This drill teaches you how to use the bounce of your wedge so the club can glide along the turf instead of digging into it. If you tend to hit fat shots, stick the club in the ground, or alternate between chunks and thin strikes, this is one of the best short-game drills you can do. The goal is simple: train the sole of the club to brush the ground for several inches through impact. When you learn to create that shallow, sliding contact, you build a much bigger margin for error and your wedge play becomes far more reliable.
How the Drill Works
The idea behind this drill is to train the back edge of the wedge—the bounce—to interact with the turf. Instead of driving the leading edge steeply into the ground, you want the club to coast along the surface through impact.
A useful benchmark is to have the club slide along the ground for roughly 4 to 6 inches. At a minimum, you want a couple of inches of brush. That means the club is not crashing down into the turf at one precise spot. It is entering shallow, staying low, and continuing through.

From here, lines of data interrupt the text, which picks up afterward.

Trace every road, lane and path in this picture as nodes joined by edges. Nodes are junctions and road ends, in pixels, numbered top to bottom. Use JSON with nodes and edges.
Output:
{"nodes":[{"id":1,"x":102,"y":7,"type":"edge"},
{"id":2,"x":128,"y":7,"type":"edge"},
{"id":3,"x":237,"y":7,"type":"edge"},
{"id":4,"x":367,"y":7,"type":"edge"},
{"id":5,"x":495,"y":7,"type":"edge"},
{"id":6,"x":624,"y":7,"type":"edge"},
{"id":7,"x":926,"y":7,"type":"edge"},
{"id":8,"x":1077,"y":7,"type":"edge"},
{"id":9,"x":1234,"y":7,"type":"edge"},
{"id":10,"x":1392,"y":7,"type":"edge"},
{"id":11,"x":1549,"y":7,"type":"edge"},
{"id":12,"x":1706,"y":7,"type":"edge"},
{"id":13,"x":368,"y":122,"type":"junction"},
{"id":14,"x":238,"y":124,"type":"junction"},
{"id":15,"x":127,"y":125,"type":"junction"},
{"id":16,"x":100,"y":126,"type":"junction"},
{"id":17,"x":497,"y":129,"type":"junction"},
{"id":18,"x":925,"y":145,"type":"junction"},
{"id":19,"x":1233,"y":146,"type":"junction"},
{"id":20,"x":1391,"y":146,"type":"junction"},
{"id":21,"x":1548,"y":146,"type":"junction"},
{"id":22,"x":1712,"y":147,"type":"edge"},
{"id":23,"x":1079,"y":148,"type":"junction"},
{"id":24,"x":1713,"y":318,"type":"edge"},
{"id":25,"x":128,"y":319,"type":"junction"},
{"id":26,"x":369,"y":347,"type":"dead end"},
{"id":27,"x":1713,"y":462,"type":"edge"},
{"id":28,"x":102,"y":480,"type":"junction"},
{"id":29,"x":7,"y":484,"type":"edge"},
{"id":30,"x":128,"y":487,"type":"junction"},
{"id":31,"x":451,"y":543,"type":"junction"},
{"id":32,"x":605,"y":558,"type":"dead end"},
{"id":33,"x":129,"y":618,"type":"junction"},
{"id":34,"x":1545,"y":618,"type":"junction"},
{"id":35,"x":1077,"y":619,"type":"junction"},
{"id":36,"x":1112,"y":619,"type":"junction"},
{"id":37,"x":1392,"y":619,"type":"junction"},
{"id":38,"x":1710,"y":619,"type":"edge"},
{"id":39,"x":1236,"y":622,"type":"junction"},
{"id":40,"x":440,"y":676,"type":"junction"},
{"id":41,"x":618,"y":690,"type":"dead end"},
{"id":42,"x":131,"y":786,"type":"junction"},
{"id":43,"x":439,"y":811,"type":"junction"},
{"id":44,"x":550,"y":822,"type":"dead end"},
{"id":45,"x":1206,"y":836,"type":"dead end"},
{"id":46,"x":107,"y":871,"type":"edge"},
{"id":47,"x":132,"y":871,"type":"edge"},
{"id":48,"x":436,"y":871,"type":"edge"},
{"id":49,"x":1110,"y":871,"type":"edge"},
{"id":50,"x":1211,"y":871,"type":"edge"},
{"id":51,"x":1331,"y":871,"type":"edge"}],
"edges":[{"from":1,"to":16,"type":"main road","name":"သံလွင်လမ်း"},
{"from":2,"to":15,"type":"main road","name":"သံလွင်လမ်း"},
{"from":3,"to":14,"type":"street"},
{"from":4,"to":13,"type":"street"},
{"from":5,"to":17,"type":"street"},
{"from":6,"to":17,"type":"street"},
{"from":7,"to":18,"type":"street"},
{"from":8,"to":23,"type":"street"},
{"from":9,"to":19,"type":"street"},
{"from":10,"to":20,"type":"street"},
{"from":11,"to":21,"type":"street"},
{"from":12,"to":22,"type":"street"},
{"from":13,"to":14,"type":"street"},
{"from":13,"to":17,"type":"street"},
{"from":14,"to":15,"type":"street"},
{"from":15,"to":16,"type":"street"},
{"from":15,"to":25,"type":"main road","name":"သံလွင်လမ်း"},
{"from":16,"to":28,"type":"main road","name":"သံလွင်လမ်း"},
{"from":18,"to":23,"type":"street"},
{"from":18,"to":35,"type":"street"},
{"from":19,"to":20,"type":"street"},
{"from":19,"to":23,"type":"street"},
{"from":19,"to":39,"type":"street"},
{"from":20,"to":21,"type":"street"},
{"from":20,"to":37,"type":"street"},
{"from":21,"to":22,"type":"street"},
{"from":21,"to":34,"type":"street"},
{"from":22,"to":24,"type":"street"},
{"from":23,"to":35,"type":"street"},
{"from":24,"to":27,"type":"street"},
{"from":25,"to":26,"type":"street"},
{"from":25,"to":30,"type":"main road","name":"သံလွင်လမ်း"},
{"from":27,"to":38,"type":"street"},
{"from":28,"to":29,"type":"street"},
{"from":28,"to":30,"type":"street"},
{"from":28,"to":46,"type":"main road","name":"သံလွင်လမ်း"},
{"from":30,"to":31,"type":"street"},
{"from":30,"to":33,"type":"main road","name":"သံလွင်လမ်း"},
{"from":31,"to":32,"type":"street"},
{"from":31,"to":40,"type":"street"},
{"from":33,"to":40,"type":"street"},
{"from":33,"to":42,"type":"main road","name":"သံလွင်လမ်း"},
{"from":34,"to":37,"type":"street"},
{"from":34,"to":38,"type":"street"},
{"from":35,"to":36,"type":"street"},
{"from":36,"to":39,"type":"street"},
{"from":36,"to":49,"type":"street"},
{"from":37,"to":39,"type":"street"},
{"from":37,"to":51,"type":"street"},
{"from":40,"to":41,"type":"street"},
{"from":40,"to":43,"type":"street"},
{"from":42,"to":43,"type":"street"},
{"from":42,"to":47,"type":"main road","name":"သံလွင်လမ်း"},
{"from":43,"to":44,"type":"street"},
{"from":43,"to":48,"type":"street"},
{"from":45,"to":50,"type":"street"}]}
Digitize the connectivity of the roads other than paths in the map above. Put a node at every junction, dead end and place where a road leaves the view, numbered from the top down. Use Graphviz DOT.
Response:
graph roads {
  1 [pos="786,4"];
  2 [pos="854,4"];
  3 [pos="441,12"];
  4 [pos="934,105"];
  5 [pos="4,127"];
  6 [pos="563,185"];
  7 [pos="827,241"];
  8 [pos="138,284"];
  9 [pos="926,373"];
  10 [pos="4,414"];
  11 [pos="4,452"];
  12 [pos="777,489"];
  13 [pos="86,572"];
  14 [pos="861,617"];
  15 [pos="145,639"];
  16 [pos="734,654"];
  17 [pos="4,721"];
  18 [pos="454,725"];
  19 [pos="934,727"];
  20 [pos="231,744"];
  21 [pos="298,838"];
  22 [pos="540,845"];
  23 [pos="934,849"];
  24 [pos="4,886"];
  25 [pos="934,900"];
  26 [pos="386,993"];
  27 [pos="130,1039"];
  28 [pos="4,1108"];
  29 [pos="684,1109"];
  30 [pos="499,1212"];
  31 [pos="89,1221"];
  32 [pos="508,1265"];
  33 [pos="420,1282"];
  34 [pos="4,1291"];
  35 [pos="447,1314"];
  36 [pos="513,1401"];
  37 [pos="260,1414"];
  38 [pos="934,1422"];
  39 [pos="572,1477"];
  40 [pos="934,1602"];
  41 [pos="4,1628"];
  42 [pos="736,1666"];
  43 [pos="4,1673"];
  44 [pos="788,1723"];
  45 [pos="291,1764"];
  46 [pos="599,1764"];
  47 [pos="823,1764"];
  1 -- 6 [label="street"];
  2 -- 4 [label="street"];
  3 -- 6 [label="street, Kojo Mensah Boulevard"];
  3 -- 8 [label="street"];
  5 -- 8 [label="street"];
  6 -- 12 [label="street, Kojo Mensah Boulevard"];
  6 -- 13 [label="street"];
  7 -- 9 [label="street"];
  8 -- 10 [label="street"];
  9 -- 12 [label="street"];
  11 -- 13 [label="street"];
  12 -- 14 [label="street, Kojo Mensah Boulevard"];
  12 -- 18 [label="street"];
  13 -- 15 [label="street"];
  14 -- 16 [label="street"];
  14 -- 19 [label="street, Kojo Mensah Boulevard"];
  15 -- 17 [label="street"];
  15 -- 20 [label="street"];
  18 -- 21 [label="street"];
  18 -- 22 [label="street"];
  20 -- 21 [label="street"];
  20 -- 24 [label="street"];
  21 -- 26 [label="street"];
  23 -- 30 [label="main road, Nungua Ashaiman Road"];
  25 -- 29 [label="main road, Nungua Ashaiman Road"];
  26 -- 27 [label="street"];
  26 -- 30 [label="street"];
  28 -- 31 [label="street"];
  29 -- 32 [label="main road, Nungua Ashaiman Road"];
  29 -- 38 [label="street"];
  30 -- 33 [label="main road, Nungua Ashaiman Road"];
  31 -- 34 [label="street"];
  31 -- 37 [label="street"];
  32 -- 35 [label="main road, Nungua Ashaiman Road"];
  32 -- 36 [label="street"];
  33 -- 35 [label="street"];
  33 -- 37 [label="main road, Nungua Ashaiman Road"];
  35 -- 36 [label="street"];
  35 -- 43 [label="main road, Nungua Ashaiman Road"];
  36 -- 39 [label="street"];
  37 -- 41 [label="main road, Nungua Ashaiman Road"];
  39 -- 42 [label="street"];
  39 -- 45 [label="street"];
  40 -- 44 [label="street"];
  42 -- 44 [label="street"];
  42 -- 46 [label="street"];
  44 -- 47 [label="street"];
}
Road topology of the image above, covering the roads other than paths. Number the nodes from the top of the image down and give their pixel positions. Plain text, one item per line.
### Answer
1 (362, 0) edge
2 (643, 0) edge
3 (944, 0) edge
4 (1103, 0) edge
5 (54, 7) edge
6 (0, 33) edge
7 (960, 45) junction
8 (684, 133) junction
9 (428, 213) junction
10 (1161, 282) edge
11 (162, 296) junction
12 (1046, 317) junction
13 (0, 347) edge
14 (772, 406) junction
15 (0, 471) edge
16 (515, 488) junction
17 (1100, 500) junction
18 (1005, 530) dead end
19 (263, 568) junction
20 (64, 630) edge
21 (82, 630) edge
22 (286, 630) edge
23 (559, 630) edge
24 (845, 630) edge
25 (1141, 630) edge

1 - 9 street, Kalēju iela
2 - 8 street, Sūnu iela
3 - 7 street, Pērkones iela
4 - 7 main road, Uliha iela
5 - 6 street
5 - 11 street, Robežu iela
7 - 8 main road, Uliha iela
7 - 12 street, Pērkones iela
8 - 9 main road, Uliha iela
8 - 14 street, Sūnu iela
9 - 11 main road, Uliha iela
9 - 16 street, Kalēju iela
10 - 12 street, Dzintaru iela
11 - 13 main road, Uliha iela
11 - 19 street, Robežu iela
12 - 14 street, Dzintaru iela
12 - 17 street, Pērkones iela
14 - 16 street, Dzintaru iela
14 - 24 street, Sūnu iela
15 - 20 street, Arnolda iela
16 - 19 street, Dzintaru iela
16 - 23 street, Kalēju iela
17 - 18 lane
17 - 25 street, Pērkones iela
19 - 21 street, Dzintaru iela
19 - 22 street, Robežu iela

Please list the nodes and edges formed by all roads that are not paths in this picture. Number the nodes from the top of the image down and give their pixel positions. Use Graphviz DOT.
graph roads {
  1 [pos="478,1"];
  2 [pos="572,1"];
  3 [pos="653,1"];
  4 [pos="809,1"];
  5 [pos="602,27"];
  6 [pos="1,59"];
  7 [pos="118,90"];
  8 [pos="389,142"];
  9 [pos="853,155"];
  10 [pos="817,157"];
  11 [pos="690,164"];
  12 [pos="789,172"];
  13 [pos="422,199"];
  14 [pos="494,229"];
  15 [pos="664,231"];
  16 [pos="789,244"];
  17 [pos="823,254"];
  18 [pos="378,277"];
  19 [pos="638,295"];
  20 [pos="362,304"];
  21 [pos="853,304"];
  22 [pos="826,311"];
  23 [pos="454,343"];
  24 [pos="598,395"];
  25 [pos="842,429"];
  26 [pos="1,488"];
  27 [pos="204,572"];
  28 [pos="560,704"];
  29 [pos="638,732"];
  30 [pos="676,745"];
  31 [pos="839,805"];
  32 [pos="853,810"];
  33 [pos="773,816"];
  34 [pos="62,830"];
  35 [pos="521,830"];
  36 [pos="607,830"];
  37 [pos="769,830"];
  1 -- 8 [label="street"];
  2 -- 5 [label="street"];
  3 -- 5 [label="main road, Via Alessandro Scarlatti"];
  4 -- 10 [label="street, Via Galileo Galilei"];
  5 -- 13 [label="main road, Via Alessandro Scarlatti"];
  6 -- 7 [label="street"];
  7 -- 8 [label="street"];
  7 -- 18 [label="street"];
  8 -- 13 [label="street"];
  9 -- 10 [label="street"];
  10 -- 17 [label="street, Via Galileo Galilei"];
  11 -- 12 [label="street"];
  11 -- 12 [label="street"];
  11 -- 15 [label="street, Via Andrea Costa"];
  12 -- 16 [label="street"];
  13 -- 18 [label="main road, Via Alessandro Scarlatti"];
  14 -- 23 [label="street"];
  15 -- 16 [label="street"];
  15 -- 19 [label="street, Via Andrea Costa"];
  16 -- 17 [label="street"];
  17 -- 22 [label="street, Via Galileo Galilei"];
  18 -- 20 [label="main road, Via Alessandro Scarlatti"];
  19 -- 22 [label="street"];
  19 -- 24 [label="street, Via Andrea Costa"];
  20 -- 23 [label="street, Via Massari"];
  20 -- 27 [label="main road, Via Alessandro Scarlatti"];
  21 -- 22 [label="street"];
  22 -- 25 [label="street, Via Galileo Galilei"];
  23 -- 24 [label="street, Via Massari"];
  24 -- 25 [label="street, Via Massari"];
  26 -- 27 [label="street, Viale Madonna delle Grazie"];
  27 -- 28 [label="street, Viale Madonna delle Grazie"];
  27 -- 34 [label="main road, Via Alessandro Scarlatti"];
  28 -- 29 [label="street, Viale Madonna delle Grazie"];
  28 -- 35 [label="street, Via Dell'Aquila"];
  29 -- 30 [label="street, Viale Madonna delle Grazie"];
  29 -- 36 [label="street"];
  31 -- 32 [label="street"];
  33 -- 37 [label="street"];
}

This matters because good wedge contact is not about being perfect to the millimeter. It is about creating a margin of air—a little buffer that allows the club to skim the turf and still produce solid contact. When the bounce is working, the club is much less likely to dig. Even if your low point is not perfect, the shot can still come off reasonably well.
There are a few ways to learn this sensation:
- Start behind the ball and brush through to learn the turf interaction first.
- Use a continuous rhythm motion by brushing the club back and forth along the ground.
- Hit multiple balls in sequence so your body keeps moving and the club keeps gliding.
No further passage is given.